The “baptism of John” is not equivalent to the “baptism of Jesus”. In Acts 19, we see that the baptism of John is only “for repentance” and that, therefore, the baptism of Jesus is necessary. In other words, the baptism of John does not institute the sacrament of baptism (which is the “baptism of Jesus”).
Could it be that what was imperfect, being incomplete, was taken and made complete and perfect by the presence of Christ? That Christ’s presence in the waters takes away sin from the world and substantialy changed baptism at this point, taking the old Jewish form and making it perfect and sacramental. Not that John and Christ baptism are the same, but that baptism is here revealed in perfect form, showing through baptism we now enter the body of Christ, Christ being still sacramentally present in the waters of baptism. Hence through our baptism we enter His perfect baptism.
No, that’s not what the Church teaches.
If that were the case, then we’d say that baptisms that John performed were sacramental and efficacious in remitting sins. However, sacraments flow from Jesus through His Church; and the Church didn’t come into existence until after Christ’s death, resurrection, and ascension.
Moreover, if “Christ’s presence in the waters” took away “sin from the world”, then there’d be no need for His salvific sacrifice.

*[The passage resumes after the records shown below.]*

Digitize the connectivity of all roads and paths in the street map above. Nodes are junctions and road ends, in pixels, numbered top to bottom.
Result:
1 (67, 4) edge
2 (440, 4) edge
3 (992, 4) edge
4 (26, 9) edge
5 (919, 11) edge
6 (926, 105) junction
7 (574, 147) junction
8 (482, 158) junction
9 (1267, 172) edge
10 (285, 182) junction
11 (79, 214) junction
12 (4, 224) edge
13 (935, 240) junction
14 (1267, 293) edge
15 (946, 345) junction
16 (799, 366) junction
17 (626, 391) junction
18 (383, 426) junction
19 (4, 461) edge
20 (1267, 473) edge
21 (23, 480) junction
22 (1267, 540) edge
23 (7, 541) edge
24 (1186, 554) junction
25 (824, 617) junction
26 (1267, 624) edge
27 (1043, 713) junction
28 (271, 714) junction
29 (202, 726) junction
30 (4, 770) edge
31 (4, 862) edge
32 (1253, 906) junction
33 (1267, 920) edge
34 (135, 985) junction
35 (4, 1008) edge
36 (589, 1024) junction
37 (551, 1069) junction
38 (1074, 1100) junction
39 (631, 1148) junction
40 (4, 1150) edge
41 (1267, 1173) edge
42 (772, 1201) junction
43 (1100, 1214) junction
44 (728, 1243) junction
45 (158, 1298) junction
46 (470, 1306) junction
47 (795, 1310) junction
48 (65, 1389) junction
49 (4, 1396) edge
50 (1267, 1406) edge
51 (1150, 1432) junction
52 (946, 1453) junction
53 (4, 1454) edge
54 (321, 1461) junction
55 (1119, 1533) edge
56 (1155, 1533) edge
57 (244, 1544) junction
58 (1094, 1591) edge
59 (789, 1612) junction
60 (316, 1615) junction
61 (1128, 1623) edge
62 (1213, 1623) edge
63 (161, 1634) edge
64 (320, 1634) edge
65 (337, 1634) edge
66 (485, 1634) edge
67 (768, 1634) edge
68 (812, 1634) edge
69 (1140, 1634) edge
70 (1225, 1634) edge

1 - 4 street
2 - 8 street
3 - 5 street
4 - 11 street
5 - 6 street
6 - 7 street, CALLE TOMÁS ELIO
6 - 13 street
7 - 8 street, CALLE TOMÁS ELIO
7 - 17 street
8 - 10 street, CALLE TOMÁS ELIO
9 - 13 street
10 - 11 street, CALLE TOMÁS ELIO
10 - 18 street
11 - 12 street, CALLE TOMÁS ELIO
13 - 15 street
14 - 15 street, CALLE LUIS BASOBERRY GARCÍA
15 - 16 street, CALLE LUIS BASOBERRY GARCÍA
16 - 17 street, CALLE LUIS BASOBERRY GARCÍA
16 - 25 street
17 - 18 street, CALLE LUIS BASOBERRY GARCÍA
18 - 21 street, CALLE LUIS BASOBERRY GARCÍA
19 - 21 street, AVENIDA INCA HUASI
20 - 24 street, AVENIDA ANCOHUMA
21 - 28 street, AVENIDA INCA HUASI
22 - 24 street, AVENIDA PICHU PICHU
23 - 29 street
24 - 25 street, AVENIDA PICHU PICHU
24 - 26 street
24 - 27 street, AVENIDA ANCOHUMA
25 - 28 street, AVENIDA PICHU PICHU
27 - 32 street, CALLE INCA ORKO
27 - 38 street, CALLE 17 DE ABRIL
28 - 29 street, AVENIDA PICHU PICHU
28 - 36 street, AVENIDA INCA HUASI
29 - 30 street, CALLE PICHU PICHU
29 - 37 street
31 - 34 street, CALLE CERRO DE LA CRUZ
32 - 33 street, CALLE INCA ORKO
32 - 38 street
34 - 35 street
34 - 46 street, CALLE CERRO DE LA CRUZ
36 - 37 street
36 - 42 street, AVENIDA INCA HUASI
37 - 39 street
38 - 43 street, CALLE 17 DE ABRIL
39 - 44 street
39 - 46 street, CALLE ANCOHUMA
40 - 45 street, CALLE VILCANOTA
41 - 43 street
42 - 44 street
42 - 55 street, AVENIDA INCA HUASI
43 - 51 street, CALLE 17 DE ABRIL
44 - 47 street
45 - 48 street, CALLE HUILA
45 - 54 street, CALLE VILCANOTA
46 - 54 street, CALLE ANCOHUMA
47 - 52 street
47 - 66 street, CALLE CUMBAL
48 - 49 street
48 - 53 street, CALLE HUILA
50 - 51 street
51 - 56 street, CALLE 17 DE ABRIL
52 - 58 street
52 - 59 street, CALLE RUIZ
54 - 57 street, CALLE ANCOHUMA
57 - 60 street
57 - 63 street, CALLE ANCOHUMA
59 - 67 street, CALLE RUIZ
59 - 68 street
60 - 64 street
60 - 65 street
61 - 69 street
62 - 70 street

That’s absolutely not what the Church teaches!
Finally, the baptism of John didn’t have the proper form of the sacrament of baptism, so it couldn’t validly impart the graces of the sacrament, even if the previous two objections weren’t present.
So, although we might see Christian baptism prefigured by John’s baptism of Christ, nevertheless sacramental baptism doesn’t begin to exist until after Christ’s Great Commission (“go and make disciples… baptizing them in the name of the Father and of the Son and of the Holy Spirit”) and the establishment of the Church at Pentecost.
The people recognized John as a prophet and his baptism of repentance as being from God and so God-fearing people, knowing that they were not without sin, went to be baptized by him as a preparation for the coming of the Messiah.
Because Jesus was without sin he technically didn’t need to receive a baptism of repentance. However, Jesus was not ready to admit publicly to his sinlessness and, not wanting to give people the wrong impression that he did not acknowledge John’s ministry or did not fear God or didn’t want the Messiah to come, he thought it best to be baptized by John and set a good example for others.
As he is GOD there was NO NEED.
This was leadership by example: John 3:5, to make evident its impo:thumbsup:rtance
Christ institutes all the sacraments prior to ascending, and it can be seen that in most cases this is accomplished by Him subjecting Himself to become the divine matter of the sacrament. This points to a divine and eternal establishment beyond the material events, that material events correspond to and flow from, and cannot undo.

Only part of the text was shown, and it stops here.